AIM OF THE TASK => Read through the listing below and copy each line in which the word "function" occurs.

DATA RECORDS =>
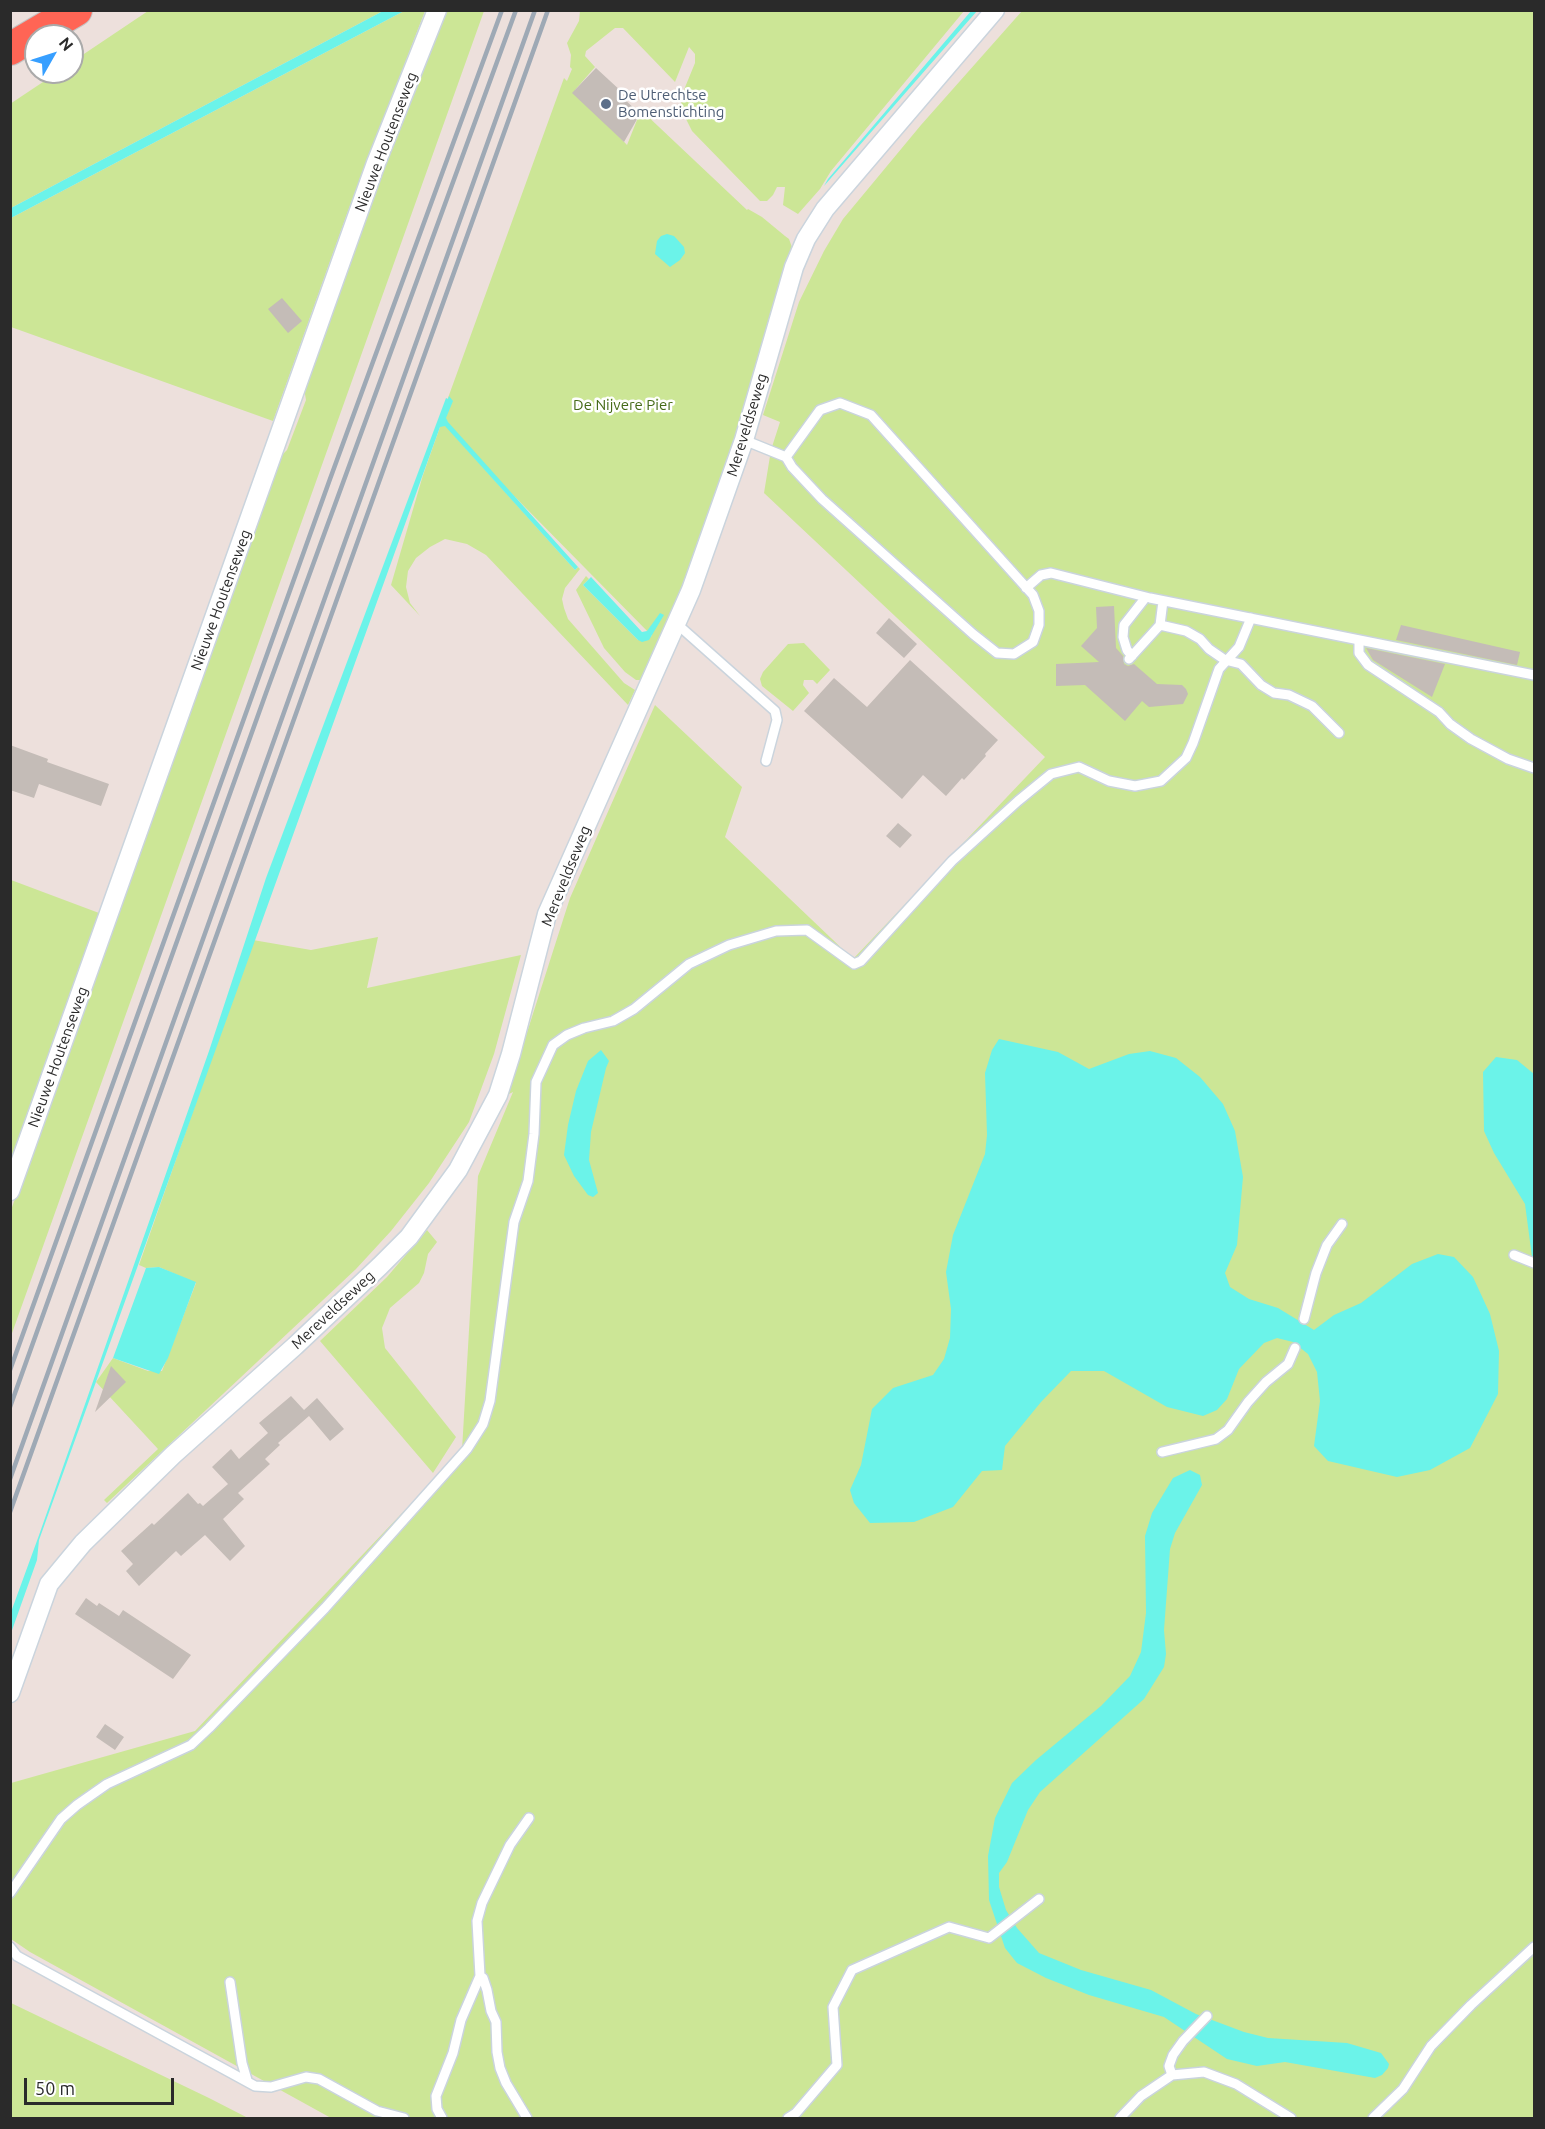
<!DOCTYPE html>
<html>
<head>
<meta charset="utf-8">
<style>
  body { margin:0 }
  #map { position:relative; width:1545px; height:2129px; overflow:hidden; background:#ede0dc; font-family:Ubuntu,sans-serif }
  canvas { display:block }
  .frame { position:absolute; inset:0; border:12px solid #2a2a2a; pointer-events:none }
  .north { position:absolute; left:24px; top:24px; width:60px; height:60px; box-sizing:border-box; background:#fff; border:2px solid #aaa; border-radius:50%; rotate:51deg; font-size:16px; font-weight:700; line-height:24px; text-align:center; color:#2a2a2a }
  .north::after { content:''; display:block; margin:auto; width:21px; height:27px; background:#379fff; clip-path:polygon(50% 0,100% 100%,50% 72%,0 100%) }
  .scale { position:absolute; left:24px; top:2078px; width:150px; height:27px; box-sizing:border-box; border:3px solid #2a2a2a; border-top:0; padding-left:8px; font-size:18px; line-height:21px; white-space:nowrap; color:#2a2a2a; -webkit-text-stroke:4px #fff; paint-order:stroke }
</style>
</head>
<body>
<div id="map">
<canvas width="1545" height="2129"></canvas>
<div class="frame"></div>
<div class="north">N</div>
<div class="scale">50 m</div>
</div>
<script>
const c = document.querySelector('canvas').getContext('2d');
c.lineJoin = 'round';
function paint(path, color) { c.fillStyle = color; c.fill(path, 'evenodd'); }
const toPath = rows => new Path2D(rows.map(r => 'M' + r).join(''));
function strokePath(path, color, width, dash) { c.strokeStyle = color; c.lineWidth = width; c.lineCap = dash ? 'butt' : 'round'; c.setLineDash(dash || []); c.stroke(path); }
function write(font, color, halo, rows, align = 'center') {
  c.font = font + ' Ubuntu,sans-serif'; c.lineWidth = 5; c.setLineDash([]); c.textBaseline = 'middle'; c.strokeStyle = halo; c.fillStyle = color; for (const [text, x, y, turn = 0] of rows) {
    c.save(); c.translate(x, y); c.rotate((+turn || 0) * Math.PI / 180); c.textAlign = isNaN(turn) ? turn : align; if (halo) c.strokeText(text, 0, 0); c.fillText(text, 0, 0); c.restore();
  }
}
const green = toPath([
  [148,11,383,11,11,208,10,104,58,72,72,72,72,62],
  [404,11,425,11,348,211,273,421,11,327,11,218],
  [444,11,484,11,11,1336,11,1210,279,458,287,450,306,400,304,388,378,179],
  [580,11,964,11,831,171,820,189,798,214,783,205,785,187,777,187,773,195,767,201,760,201,692,131,682,111,681,97,695,63,695,54,689,47,675,82,623,28,615,28,586,51,585,56,595,67,575,90,627,145,641,110,747,210,748,209,762,217,785,236,789,239,794,253,696,566,643,680,636,680,625,672,604,648,576,590,586,576,589,579,583,585,638,640,652,636,453,434,575,570,578,567,580,569,565,588,562,599,564,608,568,619,624,683,635,690,628,705,486,555,467,544,445,539,430,547,416,558,408,571,406,587,410,603,420,616,391,585,423,475,440,427,440,420,564,78,567,81,572,69,570,67,571,55,567,43,579,21],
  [1022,11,1534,11,1534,2118,331,2118,30,1952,11,1939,11,1783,195,1731,462,1450,478,1176,513,1092,507,1095,570,898,655,705,742,787,725,837,853,959,1045,757,764,493,771,450,780,422,763,415,799,302,824,251,843,219,921,125],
  [804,643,830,670,817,684,813,680,804,680,803,685,809,693,793,711,762,686,760,679,763,672,788,644],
  [11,880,99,913,11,1164],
  [378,937,367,988,521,955,494,1054,469,1122,429,1183,391,1231,356,1269,107,1503,104,1500,158,1449,96,1382,113,1358,148,1371,162,1371,196,1283,159,1267,146,1268,139,1265,253,940,311,950],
  [427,1230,437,1242,428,1254,424,1273,419,1283,390,1308,382,1328,385,1348,456,1437,433,1473,320,1341,387,1277],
  [11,2003,209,2098,248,2118,11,2118]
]);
const water = toPath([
  [383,11,404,11,11,218,11,208],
  [971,11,977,11,824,186,828,179],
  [667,234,674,236,684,247,685,253,680,260,670,267,655,254,657,241,661,236],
  [449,396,453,401,446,418,448,422,578,567,575,570,445,426,440,427,39,1540,37,1560,11,1633,11,1612,38,1538,209,1051,266,878,446,398,448,399],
  [591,577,642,632,647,631,660,613,664,615,649,640,642,642,638,640,583,585],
  [999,1039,1058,1052,1089,1069,1129,1054,1150,1051,1176,1058,1200,1077,1223,1104,1235,1131,1243,1177,1237,1245,1225,1273,1230,1287,1249,1299,1278,1308,1314,1330,1334,1315,1361,1303,1412,1264,1438,1254,1454,1257,1473,1277,1490,1314,1499,1351,1498,1394,1470,1448,1430,1470,1397,1477,1328,1461,1314,1446,1320,1401,1317,1372,1308,1354,1293,1342,1277,1338,1264,1343,1239,1369,1227,1399,1217,1410,1203,1416,1167,1407,1104,1371,1071,1371,1041,1402,1005,1446,1002,1470,982,1471,953,1507,914,1522,870,1523,854,1503,850,1490,861,1465,872,1409,893,1388,933,1375,944,1359,950,1338,951,1309,946,1272,953,1235,985,1154,987,1135,985,1073,992,1050],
  [601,1050,609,1061,606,1068,591,1132,589,1160,598,1193,593,1197,588,1195,574,1176,564,1155,568,1125,576,1091,588,1061],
  [1496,1057,1517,1060,1534,1074,1534,1257,1532,1257,1525,1204,1494,1153,1484,1131,1483,1072],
  [159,1267,196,1282,168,1358,159,1374,113,1358,146,1268],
  [1190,1470,1200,1475,1202,1485,1175,1533,1170,1549,1164,1630,1166,1654,1164,1667,1144,1699,1040,1792,1028,1810,1007,1862,999,1873,999,1887,1006,1910,1017,1928,1039,1953,1081,1970,1151,1990,1196,2014,1244,2032,1268,2038,1347,2043,1381,2053,1389,2064,1388,2068,1382,2075,1375,2078,1285,2062,1257,2066,1227,2059,1164,2017,1089,1995,1046,1978,1017,1963,1005,1948,989,1900,988,1856,995,1818,1012,1783,1036,1760,1101,1706,1130,1676,1141,1652,1146,1613,1145,1536,1152,1513,1173,1478]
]);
const building = toPath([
  [596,68,622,92,620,95,640,114,624,142,572,93],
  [282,298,302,321,288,333,268,309],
  [1114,606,1116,648,1123,656,1124,664,1128,666,1134,664,1157,684,1182,685,1186,689,1188,694,1183,704,1149,707,1142,701,1125,721,1085,685,1056,686,1056,664,1099,662,1081,646,1097,628,1096,607],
  [889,618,917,644,904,658,876,633],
  [1401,625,1520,652,1517,665,1396,640],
  [1366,648,1445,664,1432,697,1373,660],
  [910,660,998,740,985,754,986,756,964,780,962,778,946,796,923,775,902,799,804,711,834,678,867,707],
  [10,745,48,759,47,762,109,784,101,806,39,784,34,798,10,790],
  [898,823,912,835,900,848,886,836],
  [111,1366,126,1382,95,1412],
  [291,1396,304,1410,317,1398,344,1429,330,1441,309,1416,278,1443,280,1445,265,1459,270,1464,238,1493,244,1499,223,1519,245,1546,230,1561,205,1535,181,1556,176,1551,139,1586,126,1571,133,1564,121,1551,152,1523,154,1525,188,1493,198,1504,200,1503,203,1506,228,1484,212,1467,231,1449,239,1459,268,1433,259,1423],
  [86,1598,97,1606,99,1603,119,1616,123,1610,191,1655,173,1679,75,1614],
  [105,1724,124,1737,115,1750,96,1737]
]);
const service = toPath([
  [744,440,786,457,792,467,822,499,973,634,997,653,1014,654,1033,642,1039,625,1039,611,1033,595,871,415,840,403,820,410,786,457],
  [1026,588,1041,575,1051,573,1150,598,1534,675],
  [677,624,775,711,777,720,766,761],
  [1160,625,1186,631,1200,639,1209,649,1225,660,1241,664,1261,685,1274,693,1289,695,1312,706,1339,733],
  [1359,640,1359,653,1368,665,1439,712,1450,724,1471,739,1508,759,1534,768],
  [1132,656,1127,650,1123,637,1124,625,1146,597],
  [1129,659,1160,625,1163,601],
  [1514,1255,1534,1263],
  [1304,1319,1316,1273,1327,1245,1342,1224],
  [1162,1452,1216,1439,1228,1430,1248,1402,1266,1382,1288,1364,1295,1348],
  [10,1893,61,1819,77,1805,107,1784,191,1745,209,1728,325,1608,467,1449,483,1424,490,1401,514,1222,528,1181,534,1134,536,1082,553,1045,567,1035,584,1028,613,1021,634,1009,689,964,729,945,776,931,807,930,854,964,861,961,952,861,1018,801,1051,774,1079,767,1109,781,1135,786,1161,781,1186,758,1193,743,1219,669,1239,647,1251,618],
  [10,1947,17,1956,255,2086,271,2087,306,2077,319,2079,377,2111,404,2118],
  [480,1976,483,1978,487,1990,491,2011,496,2022,497,2052,500,2068,506,2083,527,2118],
  [230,1982,242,2063,247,2080],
  [1172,2075,1169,2066,1173,2055,1183,2041,1207,2016],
  [442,2118,437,2109,436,2096,453,2053,461,2020,480,1976,477,1921,482,1903,510,1845,529,1818],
  [788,2118,796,2113,837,2065,833,2007,852,1970,949,1927,989,1938,1039,1899],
  [1120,2118,1141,2096,1172,2075,1204,2072,1236,2084,1291,2118],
  [1373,2118,1403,2089,1431,2046,1471,2005,1534,1947]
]);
const minor = toPath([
  [10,1191,376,163,437,10],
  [10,1693,49,1584,83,1543,173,1455,295,1346,380,1266,409,1237,458,1170,498,1095,511,1054,547,914,691,590,744,440,794,267,806,239,825,209,995,10]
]);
const motorway = toPath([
  [10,49,76,10]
]);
const rail = toPath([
  [10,1370,330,479,502,10],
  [10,1407,266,693,516,10],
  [10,1479,535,10],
  [10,1512,548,10]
]);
const markers = [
  [606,104,6,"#5c6f8a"]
];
const serviceNames = [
  ["De Utrechtse",618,95],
  ["Bomenstichting",618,112]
];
const streetNames = [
  ["Nieuwe Houtenseweg",386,142,-69],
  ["Mereveldseweg",747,425,-73],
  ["Nieuwe Houtenseweg",221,600,-70],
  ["Mereveldseweg",566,876,-68],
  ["Nieuwe Houtenseweg",58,1057,-70],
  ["Mereveldseweg",333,1310,-43]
];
const parkNames = [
  ["De Nijvere Pier",623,405]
];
paint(green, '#cce696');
paint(water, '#6bf3e9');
paint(building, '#c4bcb7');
strokePath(service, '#cad4dd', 12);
strokePath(minor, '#cad4dd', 21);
strokePath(motorway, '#c3c3c3', 34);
strokePath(service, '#fff', 9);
strokePath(minor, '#fff', 18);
strokePath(motorway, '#ff6555', 32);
strokePath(rail, '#9ea9b5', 4.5);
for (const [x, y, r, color] of markers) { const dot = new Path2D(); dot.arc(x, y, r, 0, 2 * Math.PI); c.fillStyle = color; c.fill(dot); strokePath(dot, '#fff', 2); }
write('15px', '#4e5e75', '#fff', serviceNames, 'left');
write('15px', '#2a2a2a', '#fff', streetNames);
write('15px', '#446a17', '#fff', parkNames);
</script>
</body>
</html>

TASK ANSWER =>
function paint(path, color) { c.fillStyle = color; c.fill(path, 'evenodd'); }
function strokePath(path, color, width, dash) { c.strokeStyle = color; c.lineWidth = width; c.lineCap = dash ? 'butt' : 'round'; c.setLineDash(dash || []); c.stroke(path); }
function write(font, color, halo, rows, align = 'center') {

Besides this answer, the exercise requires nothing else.